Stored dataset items

************

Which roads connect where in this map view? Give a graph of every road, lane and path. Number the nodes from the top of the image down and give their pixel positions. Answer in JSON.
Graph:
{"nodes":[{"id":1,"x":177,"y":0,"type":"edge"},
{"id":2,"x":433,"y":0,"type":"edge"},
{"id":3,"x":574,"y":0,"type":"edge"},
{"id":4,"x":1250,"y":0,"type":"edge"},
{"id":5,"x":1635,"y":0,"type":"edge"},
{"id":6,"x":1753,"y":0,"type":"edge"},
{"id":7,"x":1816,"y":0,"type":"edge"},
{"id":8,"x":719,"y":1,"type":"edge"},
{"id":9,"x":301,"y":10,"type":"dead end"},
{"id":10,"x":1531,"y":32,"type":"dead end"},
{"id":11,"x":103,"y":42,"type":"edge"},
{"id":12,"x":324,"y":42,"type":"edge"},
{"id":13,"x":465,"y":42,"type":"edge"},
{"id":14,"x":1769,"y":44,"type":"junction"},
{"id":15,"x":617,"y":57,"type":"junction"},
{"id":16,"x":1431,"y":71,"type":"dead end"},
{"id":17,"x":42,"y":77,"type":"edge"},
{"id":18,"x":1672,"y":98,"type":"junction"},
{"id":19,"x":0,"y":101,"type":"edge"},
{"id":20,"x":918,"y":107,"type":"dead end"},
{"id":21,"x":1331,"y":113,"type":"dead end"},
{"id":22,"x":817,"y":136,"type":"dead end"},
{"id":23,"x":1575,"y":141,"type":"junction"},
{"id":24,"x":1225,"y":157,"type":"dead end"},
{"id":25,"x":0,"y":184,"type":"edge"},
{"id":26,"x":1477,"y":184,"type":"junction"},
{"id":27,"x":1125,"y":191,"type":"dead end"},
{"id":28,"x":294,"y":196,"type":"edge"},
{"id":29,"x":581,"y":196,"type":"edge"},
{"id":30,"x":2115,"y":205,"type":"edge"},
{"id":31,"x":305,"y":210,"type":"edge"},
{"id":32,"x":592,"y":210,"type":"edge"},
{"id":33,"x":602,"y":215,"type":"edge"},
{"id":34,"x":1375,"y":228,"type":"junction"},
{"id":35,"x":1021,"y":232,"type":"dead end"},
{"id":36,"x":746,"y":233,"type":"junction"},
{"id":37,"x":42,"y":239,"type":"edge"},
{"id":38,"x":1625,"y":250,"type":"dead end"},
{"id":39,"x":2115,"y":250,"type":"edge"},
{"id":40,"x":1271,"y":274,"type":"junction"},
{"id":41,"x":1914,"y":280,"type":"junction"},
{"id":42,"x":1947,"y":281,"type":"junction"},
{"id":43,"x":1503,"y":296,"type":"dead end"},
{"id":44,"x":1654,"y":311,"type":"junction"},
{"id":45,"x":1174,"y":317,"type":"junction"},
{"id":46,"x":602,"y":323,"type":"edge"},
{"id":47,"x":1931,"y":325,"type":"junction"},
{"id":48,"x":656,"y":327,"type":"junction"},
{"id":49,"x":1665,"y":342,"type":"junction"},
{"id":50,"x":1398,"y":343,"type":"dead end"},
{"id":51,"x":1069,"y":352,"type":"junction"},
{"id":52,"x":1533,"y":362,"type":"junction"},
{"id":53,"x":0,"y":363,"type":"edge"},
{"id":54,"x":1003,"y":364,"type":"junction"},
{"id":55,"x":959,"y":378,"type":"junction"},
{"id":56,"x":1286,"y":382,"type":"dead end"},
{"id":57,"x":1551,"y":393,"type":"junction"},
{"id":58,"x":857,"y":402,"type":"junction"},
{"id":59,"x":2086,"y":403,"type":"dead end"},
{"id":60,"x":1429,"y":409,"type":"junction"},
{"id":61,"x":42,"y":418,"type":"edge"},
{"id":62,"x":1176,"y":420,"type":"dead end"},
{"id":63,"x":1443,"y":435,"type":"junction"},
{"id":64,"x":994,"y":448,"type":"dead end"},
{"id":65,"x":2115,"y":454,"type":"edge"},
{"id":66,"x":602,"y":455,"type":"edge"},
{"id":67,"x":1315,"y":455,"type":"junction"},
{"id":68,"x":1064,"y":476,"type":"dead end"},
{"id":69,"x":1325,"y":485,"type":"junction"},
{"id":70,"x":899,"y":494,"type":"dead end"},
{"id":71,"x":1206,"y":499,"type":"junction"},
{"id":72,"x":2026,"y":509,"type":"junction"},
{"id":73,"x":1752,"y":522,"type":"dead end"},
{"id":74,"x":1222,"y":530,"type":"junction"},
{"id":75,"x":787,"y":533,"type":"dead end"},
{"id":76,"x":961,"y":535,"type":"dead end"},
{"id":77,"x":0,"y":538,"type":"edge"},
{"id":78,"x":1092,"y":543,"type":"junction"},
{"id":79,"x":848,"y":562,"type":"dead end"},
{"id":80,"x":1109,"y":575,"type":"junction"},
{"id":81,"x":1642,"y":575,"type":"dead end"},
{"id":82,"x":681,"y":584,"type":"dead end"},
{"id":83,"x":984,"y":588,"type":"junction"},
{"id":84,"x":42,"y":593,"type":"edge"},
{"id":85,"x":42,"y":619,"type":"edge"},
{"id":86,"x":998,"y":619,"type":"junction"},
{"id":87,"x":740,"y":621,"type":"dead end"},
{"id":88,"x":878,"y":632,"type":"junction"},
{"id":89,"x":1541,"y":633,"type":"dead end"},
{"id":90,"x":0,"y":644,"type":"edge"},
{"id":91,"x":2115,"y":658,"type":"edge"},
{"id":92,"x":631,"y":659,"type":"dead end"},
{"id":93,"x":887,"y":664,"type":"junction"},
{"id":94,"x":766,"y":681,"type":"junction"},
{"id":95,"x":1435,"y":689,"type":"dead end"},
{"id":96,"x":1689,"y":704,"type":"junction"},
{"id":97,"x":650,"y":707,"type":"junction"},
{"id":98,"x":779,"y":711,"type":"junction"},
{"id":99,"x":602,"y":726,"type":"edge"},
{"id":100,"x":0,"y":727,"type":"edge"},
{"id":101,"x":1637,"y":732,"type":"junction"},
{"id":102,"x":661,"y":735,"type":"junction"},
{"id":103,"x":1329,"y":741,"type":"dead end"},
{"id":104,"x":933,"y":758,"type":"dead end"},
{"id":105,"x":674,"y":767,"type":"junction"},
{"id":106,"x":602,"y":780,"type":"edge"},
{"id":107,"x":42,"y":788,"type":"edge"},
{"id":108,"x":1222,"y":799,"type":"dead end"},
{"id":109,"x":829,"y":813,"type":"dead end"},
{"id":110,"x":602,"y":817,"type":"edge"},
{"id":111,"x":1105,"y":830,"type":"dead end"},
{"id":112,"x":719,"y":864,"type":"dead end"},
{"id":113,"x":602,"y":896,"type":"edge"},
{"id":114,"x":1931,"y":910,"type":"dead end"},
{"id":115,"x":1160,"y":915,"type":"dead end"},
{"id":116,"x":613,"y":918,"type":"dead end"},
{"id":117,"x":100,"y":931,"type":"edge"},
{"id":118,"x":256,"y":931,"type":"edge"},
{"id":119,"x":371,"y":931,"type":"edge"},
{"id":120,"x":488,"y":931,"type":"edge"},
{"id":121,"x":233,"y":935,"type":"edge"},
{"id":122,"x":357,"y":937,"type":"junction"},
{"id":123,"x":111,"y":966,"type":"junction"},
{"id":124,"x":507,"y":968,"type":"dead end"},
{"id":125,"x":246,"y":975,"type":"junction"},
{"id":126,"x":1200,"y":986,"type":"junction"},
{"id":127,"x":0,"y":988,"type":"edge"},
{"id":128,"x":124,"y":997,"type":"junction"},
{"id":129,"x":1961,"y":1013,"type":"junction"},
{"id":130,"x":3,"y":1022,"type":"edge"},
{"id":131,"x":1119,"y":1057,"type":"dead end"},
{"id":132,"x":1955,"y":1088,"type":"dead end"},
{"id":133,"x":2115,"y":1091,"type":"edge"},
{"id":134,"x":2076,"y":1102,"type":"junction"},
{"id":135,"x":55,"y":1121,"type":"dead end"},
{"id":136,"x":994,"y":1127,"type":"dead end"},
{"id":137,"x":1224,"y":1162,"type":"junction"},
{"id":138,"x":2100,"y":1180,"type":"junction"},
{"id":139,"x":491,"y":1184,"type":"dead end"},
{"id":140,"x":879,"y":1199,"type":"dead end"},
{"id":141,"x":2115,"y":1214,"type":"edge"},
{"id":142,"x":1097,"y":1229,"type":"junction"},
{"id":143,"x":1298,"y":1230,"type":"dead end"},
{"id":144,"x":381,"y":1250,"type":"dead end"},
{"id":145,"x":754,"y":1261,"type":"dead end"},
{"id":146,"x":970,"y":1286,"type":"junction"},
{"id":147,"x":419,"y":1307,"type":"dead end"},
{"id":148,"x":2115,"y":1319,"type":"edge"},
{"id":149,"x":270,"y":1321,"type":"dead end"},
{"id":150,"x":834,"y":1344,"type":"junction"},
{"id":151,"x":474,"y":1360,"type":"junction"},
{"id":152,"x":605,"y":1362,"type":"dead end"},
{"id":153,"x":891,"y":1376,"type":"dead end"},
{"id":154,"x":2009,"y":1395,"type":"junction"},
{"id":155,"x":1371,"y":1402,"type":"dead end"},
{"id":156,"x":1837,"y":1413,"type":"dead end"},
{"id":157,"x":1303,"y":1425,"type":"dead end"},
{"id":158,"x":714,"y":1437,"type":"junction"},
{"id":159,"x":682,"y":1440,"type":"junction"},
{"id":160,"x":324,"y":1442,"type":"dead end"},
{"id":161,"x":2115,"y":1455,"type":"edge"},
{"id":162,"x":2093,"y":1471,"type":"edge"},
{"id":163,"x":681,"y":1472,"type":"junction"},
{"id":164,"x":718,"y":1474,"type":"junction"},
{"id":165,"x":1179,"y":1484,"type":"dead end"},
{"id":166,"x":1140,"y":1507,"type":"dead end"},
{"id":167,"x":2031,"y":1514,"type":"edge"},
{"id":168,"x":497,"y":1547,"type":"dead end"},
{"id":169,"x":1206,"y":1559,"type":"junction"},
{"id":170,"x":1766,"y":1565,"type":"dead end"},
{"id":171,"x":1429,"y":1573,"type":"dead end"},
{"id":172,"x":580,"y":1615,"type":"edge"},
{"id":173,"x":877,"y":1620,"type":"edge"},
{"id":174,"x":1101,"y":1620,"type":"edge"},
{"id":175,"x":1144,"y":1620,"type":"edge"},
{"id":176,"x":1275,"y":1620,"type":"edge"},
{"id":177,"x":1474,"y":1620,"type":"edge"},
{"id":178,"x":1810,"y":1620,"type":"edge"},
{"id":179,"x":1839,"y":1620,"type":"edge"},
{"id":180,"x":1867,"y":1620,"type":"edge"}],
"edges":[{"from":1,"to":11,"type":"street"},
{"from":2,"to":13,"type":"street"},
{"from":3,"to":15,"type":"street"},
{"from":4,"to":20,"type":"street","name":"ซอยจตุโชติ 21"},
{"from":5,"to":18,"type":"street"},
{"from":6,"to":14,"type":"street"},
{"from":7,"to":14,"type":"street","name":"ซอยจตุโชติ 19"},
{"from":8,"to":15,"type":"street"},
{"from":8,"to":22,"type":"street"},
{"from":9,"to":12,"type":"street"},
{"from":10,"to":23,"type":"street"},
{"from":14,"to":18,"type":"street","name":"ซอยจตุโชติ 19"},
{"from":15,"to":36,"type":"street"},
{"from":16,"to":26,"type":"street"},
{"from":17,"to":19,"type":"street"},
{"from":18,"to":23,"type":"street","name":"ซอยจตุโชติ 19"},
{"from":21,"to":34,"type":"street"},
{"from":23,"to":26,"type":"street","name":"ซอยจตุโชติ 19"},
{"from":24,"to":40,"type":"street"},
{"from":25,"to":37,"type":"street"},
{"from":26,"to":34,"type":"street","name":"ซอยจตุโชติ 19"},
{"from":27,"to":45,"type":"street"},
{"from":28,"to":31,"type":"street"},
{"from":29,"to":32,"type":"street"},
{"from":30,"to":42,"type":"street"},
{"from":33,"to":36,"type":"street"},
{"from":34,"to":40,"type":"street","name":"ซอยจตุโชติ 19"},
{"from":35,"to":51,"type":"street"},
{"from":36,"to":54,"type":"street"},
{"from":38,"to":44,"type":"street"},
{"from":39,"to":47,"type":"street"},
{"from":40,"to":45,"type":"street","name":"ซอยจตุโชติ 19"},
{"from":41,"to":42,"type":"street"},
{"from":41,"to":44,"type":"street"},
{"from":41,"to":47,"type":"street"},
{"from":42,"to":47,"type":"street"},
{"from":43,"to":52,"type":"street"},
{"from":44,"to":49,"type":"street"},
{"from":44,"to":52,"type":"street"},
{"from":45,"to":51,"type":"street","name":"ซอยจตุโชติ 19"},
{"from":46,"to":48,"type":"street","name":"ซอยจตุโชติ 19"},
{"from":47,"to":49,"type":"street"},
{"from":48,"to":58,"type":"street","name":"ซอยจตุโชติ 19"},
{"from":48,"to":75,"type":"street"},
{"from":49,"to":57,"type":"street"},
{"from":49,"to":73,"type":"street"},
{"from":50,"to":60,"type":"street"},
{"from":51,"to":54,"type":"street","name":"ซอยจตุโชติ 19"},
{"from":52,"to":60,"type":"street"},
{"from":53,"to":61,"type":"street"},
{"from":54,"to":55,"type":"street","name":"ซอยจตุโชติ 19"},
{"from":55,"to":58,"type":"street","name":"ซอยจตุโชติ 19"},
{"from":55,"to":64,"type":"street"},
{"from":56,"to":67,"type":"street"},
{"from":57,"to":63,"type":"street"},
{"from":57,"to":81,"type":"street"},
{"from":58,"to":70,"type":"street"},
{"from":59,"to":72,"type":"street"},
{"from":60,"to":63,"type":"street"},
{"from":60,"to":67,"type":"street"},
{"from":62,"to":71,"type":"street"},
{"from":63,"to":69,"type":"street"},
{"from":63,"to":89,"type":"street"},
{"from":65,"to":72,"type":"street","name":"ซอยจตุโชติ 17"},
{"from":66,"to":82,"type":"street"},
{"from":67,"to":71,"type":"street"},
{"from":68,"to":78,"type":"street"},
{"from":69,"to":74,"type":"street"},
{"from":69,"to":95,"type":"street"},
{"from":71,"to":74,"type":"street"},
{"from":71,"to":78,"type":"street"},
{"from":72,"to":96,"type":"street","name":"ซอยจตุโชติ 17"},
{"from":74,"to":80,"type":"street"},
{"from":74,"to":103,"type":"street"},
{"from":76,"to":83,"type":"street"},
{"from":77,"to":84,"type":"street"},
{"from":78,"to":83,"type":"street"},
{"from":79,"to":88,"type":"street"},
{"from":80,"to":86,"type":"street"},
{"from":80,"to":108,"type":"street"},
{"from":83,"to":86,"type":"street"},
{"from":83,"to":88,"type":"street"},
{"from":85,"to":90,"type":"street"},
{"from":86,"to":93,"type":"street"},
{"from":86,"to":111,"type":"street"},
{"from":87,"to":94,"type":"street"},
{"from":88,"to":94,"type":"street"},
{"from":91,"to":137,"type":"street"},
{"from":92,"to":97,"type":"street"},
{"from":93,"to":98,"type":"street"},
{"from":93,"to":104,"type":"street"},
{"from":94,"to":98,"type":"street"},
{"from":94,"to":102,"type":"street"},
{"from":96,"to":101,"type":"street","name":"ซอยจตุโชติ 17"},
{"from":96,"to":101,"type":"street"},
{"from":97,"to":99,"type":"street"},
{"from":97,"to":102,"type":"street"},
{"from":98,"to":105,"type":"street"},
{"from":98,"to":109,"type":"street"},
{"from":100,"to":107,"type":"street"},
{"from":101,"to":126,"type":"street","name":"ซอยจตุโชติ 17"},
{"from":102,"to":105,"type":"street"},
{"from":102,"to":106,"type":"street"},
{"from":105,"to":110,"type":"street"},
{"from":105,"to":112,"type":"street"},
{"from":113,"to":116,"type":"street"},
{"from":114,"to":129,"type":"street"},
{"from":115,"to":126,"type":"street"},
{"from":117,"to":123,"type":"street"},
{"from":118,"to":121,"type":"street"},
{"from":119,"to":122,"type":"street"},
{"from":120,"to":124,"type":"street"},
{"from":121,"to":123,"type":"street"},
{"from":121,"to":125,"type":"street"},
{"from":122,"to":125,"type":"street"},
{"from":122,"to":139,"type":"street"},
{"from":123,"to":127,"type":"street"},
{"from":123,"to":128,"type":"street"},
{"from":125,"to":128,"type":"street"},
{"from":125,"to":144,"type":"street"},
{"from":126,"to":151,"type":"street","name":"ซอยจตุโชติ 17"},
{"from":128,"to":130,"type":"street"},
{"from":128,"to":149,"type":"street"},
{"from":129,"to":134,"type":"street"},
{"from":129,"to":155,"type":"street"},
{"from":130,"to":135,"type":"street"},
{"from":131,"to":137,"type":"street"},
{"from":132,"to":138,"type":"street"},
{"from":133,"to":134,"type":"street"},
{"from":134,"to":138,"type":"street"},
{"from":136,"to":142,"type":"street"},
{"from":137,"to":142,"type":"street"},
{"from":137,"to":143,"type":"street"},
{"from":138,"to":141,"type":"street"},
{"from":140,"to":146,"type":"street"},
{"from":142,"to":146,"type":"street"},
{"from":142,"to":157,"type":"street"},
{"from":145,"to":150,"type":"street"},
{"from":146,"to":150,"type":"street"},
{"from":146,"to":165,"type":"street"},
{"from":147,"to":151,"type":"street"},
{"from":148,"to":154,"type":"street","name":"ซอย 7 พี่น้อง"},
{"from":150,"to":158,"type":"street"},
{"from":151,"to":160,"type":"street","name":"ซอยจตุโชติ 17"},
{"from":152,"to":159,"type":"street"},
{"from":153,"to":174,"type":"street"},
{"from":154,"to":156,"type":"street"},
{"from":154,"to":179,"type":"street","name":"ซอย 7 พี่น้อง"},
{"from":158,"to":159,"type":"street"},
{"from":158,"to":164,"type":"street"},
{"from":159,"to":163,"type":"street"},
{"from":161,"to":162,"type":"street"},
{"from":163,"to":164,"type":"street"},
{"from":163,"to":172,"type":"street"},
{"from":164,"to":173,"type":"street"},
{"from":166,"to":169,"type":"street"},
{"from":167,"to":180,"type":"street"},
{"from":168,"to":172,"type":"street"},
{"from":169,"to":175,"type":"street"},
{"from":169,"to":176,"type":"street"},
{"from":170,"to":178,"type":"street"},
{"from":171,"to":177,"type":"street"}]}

************

■ What you need to do
Wherever the word "nodes" turns up in the records above, copy the line that holds it.

■ Written response
Which roads connect where in this map view? Give a graph of every road, lane and path. Number the nodes from the top of the image down and give their pixel positions. Answer in JSON.
{"nodes":[{"id":1,"x":177,"y":0,"type":"edge"},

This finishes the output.